Résumé de l’exposé des motifs des amendements I-20 et I-21 :

Le Gouvernement a prévu, dans le compte d’affectation spéciale « gestion du patrimoine immobilier de l’Etat », des cessions d’immeubles domaniaux pour un montant total de 400 millions d’euros en 2006, affectées pour 340 millions d’euros à des dépenses immobilières et pour 60 millions d’euros au désendettement de l’Etat. Ces cessions s’étaient élevées à 160 millions d’euros en 2004 (pour un montant de 500 millions d’euros prévus en loi de finances initiale) et devraient s’établir à 600 millions d’euros en 2005 (pour un montant de 850 millions d’euros prévus en loi de finances initiale).

Les amendements n° I-20 et I-21 demandent la cession en 2006 de deux immeubles domaniaux affectés au ministère de la Culture, pour un montant évalué à 79 millions d’euros, en complément des 400 millions d’euros déjà prévus. Ils demandent également une augmentation à due concurrence des recettes inscrites dans le compte d’affectation spéciale, recettes qui seraient versées à l’action n° 1 « contribution au désendettement de 1’Etat », en complément des 60 millions d’euros déjà prévus.

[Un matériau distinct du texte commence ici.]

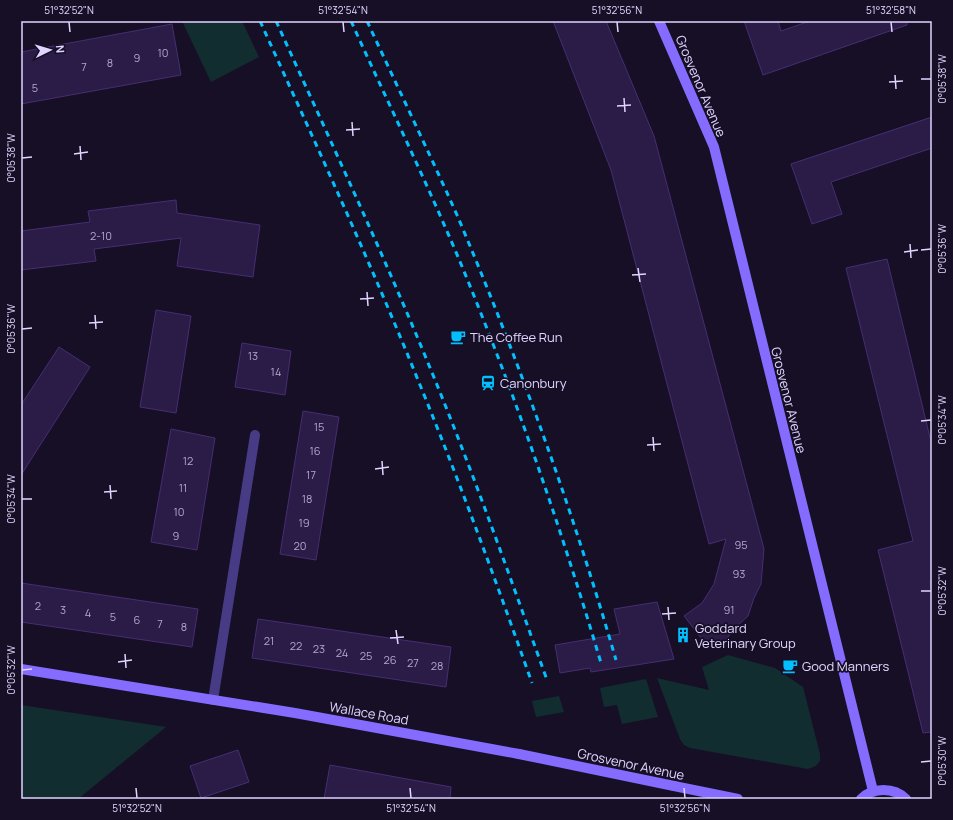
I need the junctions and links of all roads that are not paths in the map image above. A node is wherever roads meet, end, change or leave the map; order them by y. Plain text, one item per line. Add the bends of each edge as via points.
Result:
1 (659, 21) edge
2 (255, 435) dead end
3 (21, 670) edge
4 (213, 700) junction
5 (519, 754) joint
6 (872, 791) junction
7 (738, 799) edge
8 (860, 799) edge
9 (906, 799) edge

1 - 6 street, Grosvenor Avenue via 714,147
2 - 4 street
3 - 4 street, Wallace Road
4 - 5 street, Wallace Road
5 - 7 street, Grosvenor Avenue, bridge
6 - 8 street
6 - 9 street via 895,791

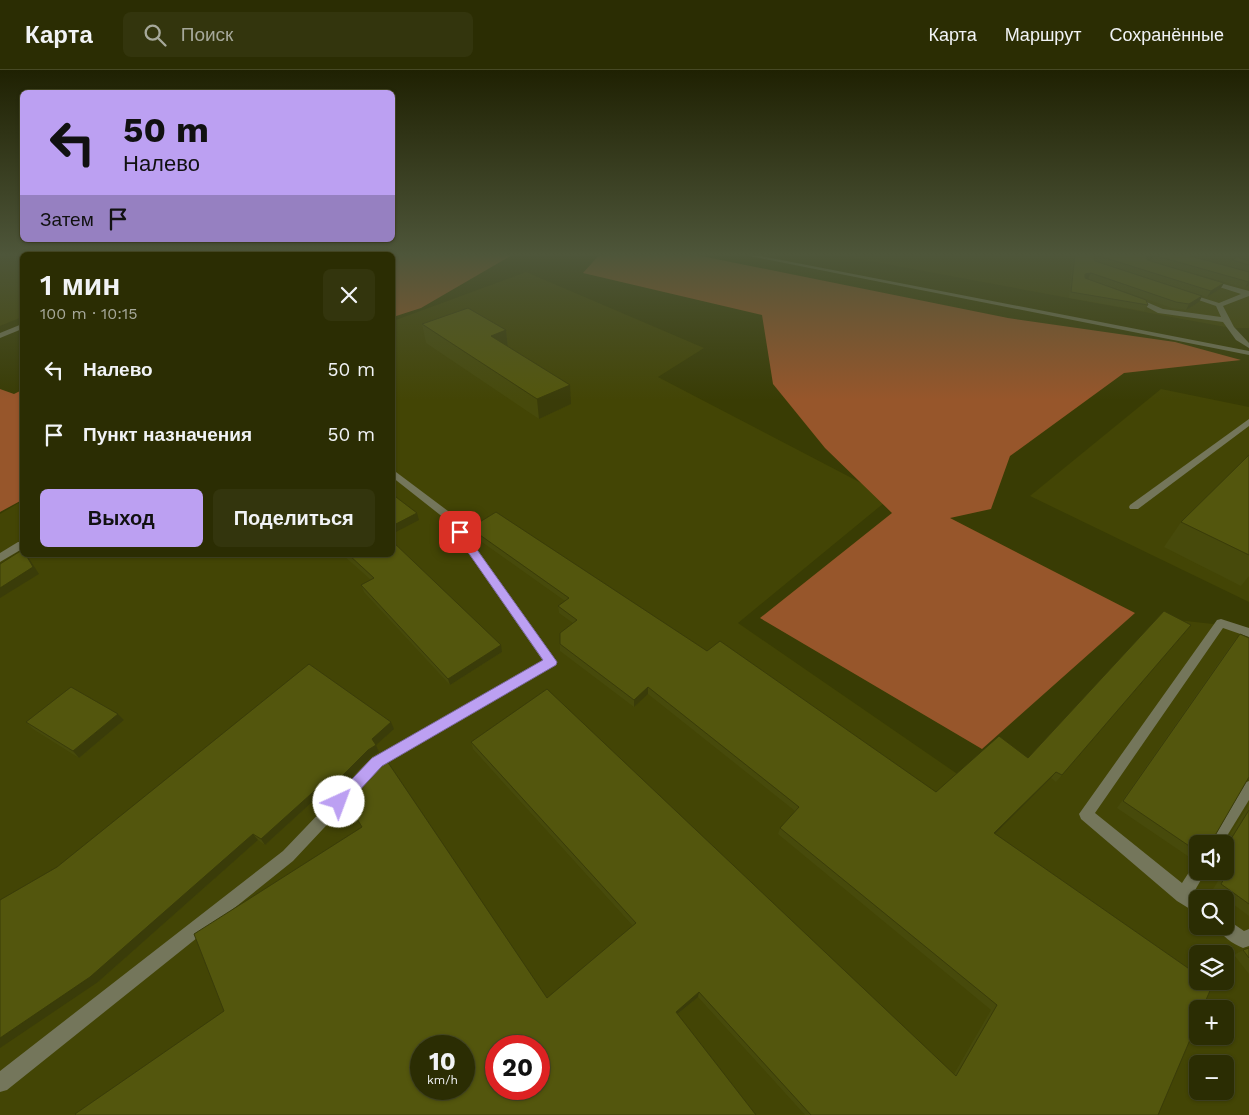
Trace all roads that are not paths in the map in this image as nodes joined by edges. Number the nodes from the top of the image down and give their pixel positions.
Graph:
1 (992, 303) edge
2 (1142, 303) edge
3 (1212, 303) edge
4 (1225, 303) edge
5 (1219, 305) junction
6 (1224, 320) junction
7 (20, 327) edge
8 (0, 336) edge
9 (1249, 346) edge
10 (1249, 353) edge
11 (1249, 422) edge
12 (395, 474) edge
13 (1134, 507) dead end
14 (20, 546) edge
15 (0, 558) edge
16 (1249, 633) edge
17 (1249, 787) edge
18 (1220, 835) edge
19 (1192, 880) edge
20 (1183, 895) junction
21 (1189, 899) edge
22 (1234, 933) edge
23 (1249, 937) edge
24 (0, 1083) edge

1 - 10 lane
2 - 6 lane
3 - 5 lane
4 - 5 lane
5 - 6 lane
6 - 9 lane
7 - 8 lane
11 - 13 lane
12 - 24 lane
14 - 15 lane
16 - 20 lane
17 - 18 lane
19 - 20 lane
20 - 21 lane
22 - 23 lane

Depuis le 1er janvier de cette année, 1’administration centrale du ministère de la Culture est installée au 182 rue Saint Honoré Paris 1er (immeuble dit des « Bons Enfants »). Comme l’a relevé le rapport d’information (n° 2457) présenté par M. Georges Tron en conclusion de la mission d’évaluation et de contrôle (MEC) sur l’immobilier de l’Etat, le coût cumulé de la réimplantation des services du ministère de la culture dans l’immeuble des « Bons Enfants » a sans doute dépassé les 200 millions d’euros. Les services centraux du ministère étaient auparavant éclatés en sept sites domaniaux, sept sites loués et deux mis à disposition. Initialement, telle que présentée par le ministère de la culture, l’opération de réimplantation devait être financièrement équilibrée par le produit des cessions provenant des sept sites domaniaux qui devaient être libérés, ainsi que par la cessation des baux des sept sites en location. Or sur les sept immeubles domaniaux, un seul, le 4 rue d’Aboukir, a été remis le 15 mars dernier au service des Domaines pour cession.